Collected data
☆ ☆ ☆ ☆ ☆ ☆ ☆

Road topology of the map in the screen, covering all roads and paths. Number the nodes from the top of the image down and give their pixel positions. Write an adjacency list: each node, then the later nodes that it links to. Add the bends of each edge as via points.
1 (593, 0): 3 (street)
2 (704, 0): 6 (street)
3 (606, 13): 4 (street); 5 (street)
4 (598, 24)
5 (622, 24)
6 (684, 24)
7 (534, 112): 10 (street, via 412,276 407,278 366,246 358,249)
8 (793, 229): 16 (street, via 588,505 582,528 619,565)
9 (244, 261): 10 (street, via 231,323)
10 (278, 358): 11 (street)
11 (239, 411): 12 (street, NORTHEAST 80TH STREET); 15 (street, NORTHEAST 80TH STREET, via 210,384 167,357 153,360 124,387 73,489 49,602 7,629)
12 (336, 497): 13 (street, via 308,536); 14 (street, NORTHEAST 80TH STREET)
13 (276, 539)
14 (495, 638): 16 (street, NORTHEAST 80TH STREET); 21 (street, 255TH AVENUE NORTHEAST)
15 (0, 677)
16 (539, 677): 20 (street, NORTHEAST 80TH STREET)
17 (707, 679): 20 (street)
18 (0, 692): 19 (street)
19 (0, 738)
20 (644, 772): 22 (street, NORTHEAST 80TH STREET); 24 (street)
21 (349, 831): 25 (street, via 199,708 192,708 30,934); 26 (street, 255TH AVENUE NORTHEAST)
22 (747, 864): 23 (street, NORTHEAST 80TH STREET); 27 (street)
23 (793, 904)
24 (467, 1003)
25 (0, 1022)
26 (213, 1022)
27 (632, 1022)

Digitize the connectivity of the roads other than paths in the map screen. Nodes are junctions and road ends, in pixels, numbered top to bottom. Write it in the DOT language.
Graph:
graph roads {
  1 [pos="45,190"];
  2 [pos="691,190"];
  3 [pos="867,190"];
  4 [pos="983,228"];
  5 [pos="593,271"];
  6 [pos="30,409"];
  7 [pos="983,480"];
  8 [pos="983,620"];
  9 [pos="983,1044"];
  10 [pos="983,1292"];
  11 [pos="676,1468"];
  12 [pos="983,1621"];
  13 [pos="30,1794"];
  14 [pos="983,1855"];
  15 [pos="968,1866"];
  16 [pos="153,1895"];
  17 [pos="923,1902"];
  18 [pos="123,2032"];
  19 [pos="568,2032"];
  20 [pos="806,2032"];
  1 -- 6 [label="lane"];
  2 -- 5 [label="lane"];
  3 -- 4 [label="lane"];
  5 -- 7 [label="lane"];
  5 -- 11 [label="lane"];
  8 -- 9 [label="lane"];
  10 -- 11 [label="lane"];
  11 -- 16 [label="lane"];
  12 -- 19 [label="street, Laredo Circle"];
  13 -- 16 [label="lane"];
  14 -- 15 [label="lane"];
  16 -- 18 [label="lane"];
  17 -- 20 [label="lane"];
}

☆ ☆ ☆ ☆ ☆ ☆ ☆

Could you copy every record above exactly as written?

• [RESPONSE BOX]
Road topology of the map in the screen, covering all roads and paths. Number the nodes from the top of the image down and give their pixel positions. Write an adjacency list: each node, then the later nodes that it links to. Add the bends of each edge as via points.
1 (593, 0): 3 (street)
2 (704, 0): 6 (street)
3 (606, 13): 4 (street); 5 (street)
4 (598, 24)
5 (622, 24)
6 (684, 24)
7 (534, 112): 10 (street, via 412,276 407,278 366,246 358,249)
8 (793, 229): 16 (street, via 588,505 582,528 619,565)
9 (244, 261): 10 (street, via 231,323)
10 (278, 358): 11 (street)
11 (239, 411): 12 (street, NORTHEAST 80TH STREET); 15 (street, NORTHEAST 80TH STREET, via 210,384 167,357 153,360 124,387 73,489 49,602 7,629)
12 (336, 497): 13 (street, via 308,536); 14 (street, NORTHEAST 80TH STREET)
13 (276, 539)
14 (495, 638): 16 (street, NORTHEAST 80TH STREET); 21 (street, 255TH AVENUE NORTHEAST)
15 (0, 677)
16 (539, 677): 20 (street, NORTHEAST 80TH STREET)
17 (707, 679): 20 (street)
18 (0, 692): 19 (street)
19 (0, 738)
20 (644, 772): 22 (street, NORTHEAST 80TH STREET); 24 (street)
21 (349, 831): 25 (street, via 199,708 192,708 30,934); 26 (street, 255TH AVENUE NORTHEAST)
22 (747, 864): 23 (street, NORTHEAST 80TH STREET); 27 (street)
23 (793, 904)
24 (467, 1003)
25 (0, 1022)
26 (213, 1022)
27 (632, 1022)

Digitize the connectivity of the roads other than paths in the map screen. Nodes are junctions and road ends, in pixels, numbered top to bottom. Write it in the DOT language.
Graph:
graph roads {
  1 [pos="45,190"];
  2 [pos="691,190"];
  3 [pos="867,190"];
  4 [pos="983,228"];
  5 [pos="593,271"];
  6 [pos="30,409"];
  7 [pos="983,480"];
  8 [pos="983,620"];
  9 [pos="983,1044"];
  10 [pos="983,1292"];
  11 [pos="676,1468"];
  12 [pos="983,1621"];
  13 [pos="30,1794"];
  14 [pos="983,1855"];
  15 [pos="968,1866"];
  16 [pos="153,1895"];
  17 [pos="923,1902"];
  18 [pos="123,2032"];
  19 [pos="568,2032"];
  20 [pos="806,2032"];
  1 -- 6 [label="lane"];
  2 -- 5 [label="lane"];
  3 -- 4 [label="lane"];
  5 -- 7 [label="lane"];
  5 -- 11 [label="lane"];
  8 -- 9 [label="lane"];
  10 -- 11 [label="lane"];
  11 -- 16 [label="lane"];
  12 -- 19 [label="street, Laredo Circle"];
  13 -- 16 [label="lane"];
  14 -- 15 [label="lane"];
  16 -- 18 [label="lane"];
  17 -- 20 [label="lane"];
}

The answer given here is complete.